## TASK TO COMPLETE
Could you copy every line of the data that contains "view"?

## DATA TO PROCESS
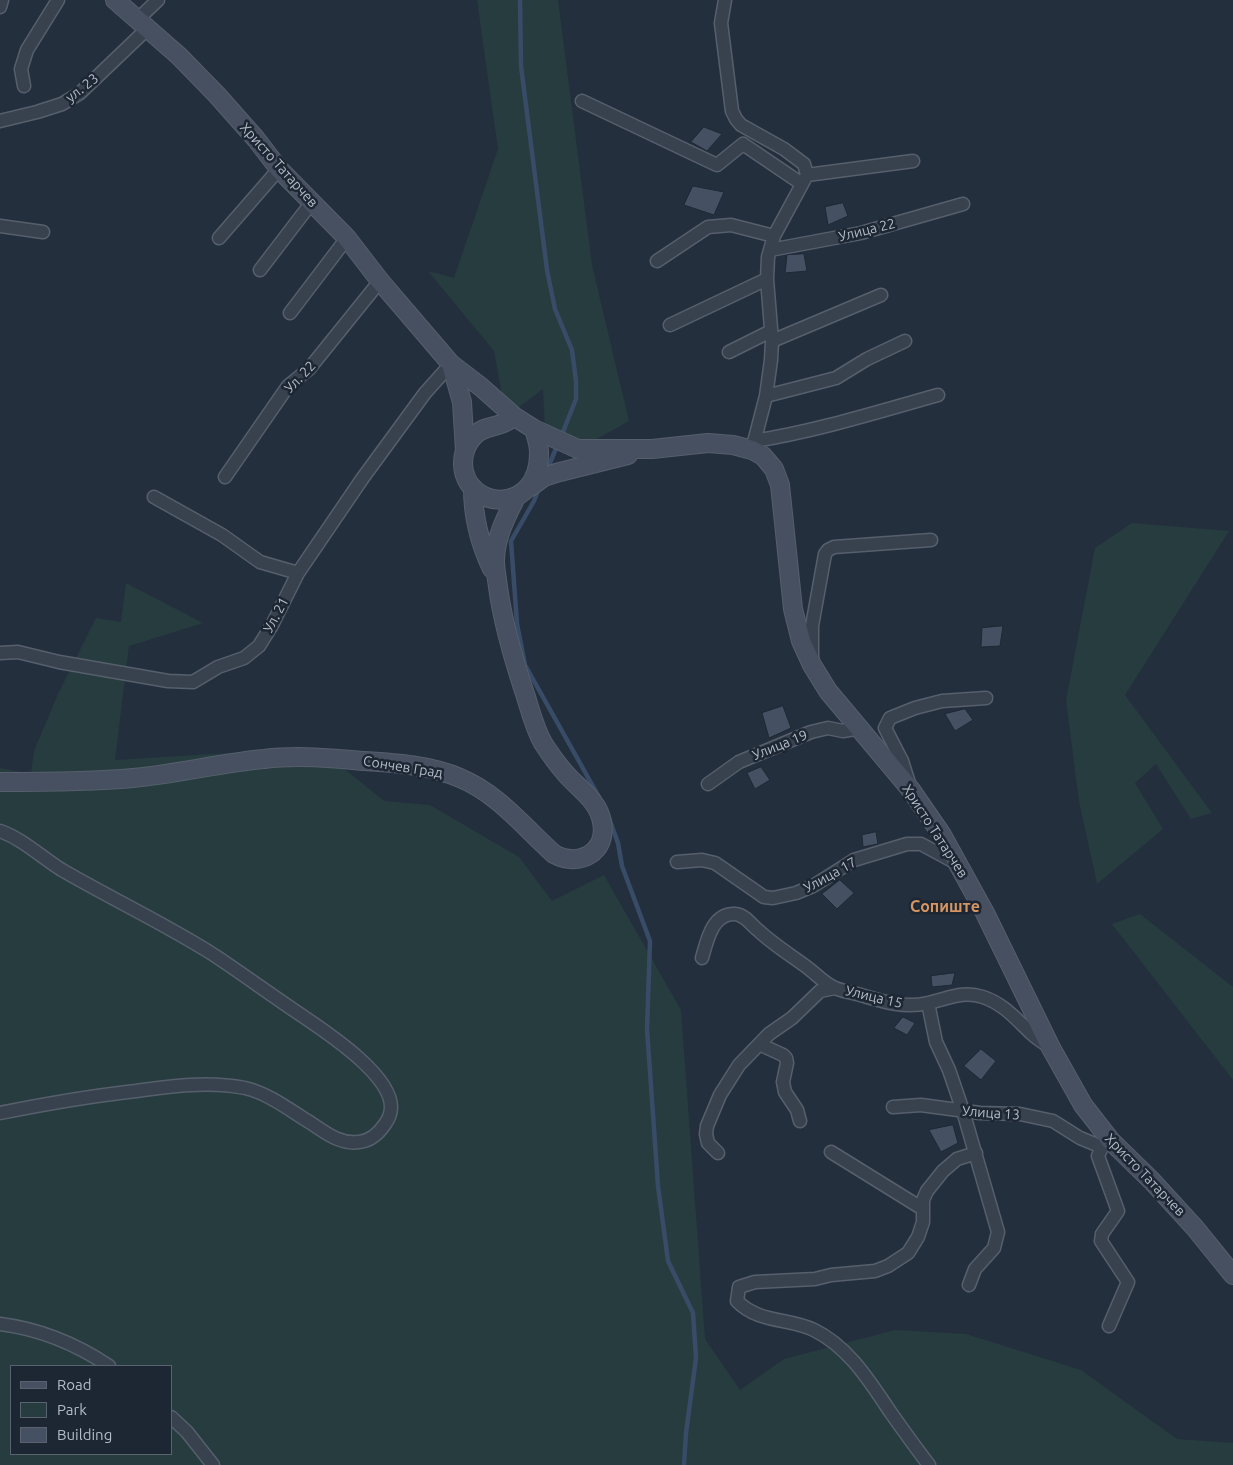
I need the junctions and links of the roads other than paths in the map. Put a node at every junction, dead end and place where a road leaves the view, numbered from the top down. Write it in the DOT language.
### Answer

==

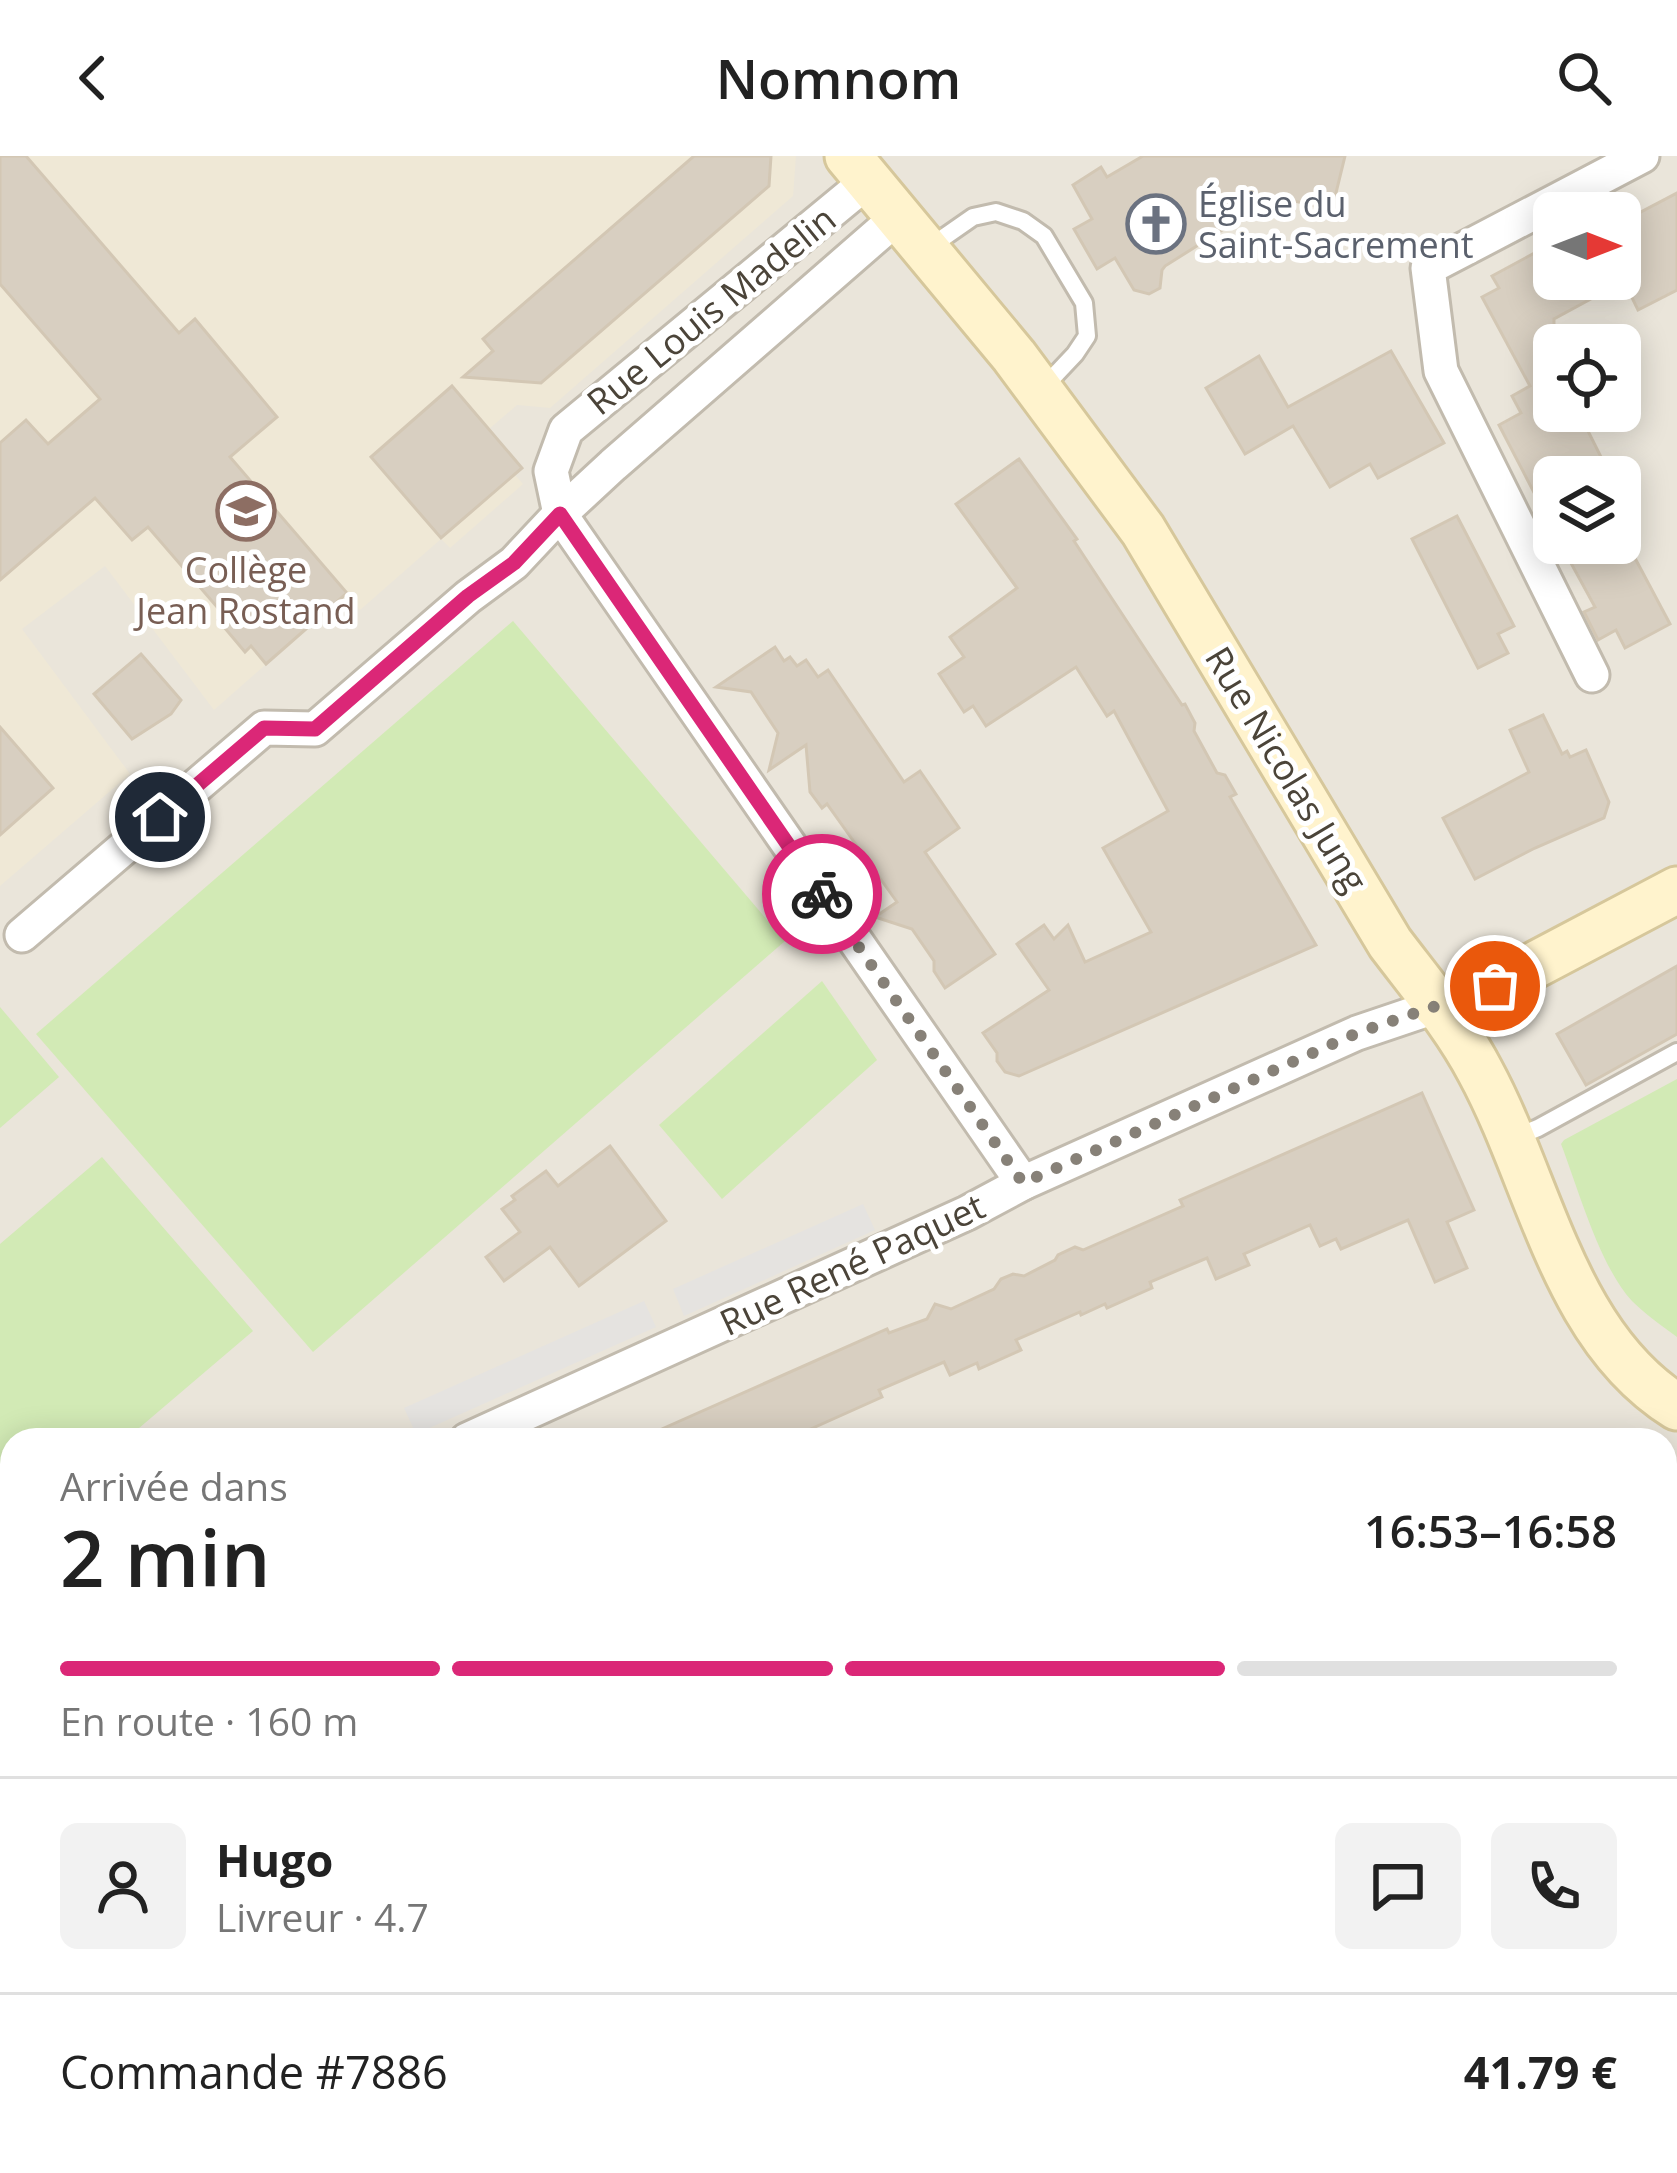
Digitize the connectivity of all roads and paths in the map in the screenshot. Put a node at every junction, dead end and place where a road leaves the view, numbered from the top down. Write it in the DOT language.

## SOLVED PROBLEM
I need the junctions and links of the roads other than paths in the map. Put a node at every junction, dead end and place where a road leaves the view, numbered from the top down. Write it in the DOT language.
Digitize the connectivity of all roads and paths in the map in the screenshot. Put a node at every junction, dead end and place where a road leaves the view, numbered from the top down. Write it in the DOT language.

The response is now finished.